▶ _Instructions for the task_
Your task is to find every line in the records that holds the string "Avenue" and copy it.

━━━━━━━━━━

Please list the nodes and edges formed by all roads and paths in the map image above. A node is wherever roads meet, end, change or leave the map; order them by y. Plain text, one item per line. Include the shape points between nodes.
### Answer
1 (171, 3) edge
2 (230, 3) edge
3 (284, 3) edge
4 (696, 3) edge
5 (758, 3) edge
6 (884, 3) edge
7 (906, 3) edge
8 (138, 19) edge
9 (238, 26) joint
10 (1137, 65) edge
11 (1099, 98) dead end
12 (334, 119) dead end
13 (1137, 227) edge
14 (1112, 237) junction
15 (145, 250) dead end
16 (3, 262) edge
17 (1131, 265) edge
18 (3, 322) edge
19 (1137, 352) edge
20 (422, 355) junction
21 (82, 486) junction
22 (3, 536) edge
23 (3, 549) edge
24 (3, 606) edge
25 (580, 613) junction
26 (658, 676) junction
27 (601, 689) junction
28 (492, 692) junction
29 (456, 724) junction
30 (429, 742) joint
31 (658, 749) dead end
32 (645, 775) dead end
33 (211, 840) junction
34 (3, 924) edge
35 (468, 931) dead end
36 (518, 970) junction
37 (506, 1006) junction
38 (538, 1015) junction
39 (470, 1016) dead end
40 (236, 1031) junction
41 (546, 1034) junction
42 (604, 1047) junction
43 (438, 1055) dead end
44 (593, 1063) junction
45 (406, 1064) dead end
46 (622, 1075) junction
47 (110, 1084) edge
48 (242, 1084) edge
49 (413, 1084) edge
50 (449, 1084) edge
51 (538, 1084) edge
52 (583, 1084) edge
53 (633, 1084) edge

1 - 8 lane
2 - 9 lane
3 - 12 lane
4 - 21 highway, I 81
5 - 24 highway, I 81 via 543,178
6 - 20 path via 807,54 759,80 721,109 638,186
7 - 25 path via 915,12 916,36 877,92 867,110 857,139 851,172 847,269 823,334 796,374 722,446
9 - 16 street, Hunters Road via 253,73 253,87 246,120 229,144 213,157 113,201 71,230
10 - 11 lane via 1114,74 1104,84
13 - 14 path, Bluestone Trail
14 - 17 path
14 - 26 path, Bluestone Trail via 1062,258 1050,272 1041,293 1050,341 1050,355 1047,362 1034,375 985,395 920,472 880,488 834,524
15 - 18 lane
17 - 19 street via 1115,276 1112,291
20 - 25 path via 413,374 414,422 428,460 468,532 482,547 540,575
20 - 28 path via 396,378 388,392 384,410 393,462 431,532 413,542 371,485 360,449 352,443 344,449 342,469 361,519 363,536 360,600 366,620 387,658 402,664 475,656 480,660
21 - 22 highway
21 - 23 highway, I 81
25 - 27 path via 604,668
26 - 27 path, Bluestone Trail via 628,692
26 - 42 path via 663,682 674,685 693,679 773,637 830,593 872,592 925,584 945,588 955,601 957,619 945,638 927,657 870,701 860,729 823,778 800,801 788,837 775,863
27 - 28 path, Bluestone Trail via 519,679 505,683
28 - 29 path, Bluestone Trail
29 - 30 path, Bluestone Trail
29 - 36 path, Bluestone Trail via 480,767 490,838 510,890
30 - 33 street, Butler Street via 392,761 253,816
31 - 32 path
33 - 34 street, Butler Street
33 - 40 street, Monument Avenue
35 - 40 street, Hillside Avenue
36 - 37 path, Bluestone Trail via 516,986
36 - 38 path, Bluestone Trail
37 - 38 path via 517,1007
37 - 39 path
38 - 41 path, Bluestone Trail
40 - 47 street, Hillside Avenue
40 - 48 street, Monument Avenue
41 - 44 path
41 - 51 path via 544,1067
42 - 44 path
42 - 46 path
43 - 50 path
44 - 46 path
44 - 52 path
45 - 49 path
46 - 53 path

━━━━━━━━━━

▶ _Finished exercise_
33 - 40 street, Monument Avenue
35 - 40 street, Hillside Avenue
40 - 47 street, Hillside Avenue
40 - 48 street, Monument Avenue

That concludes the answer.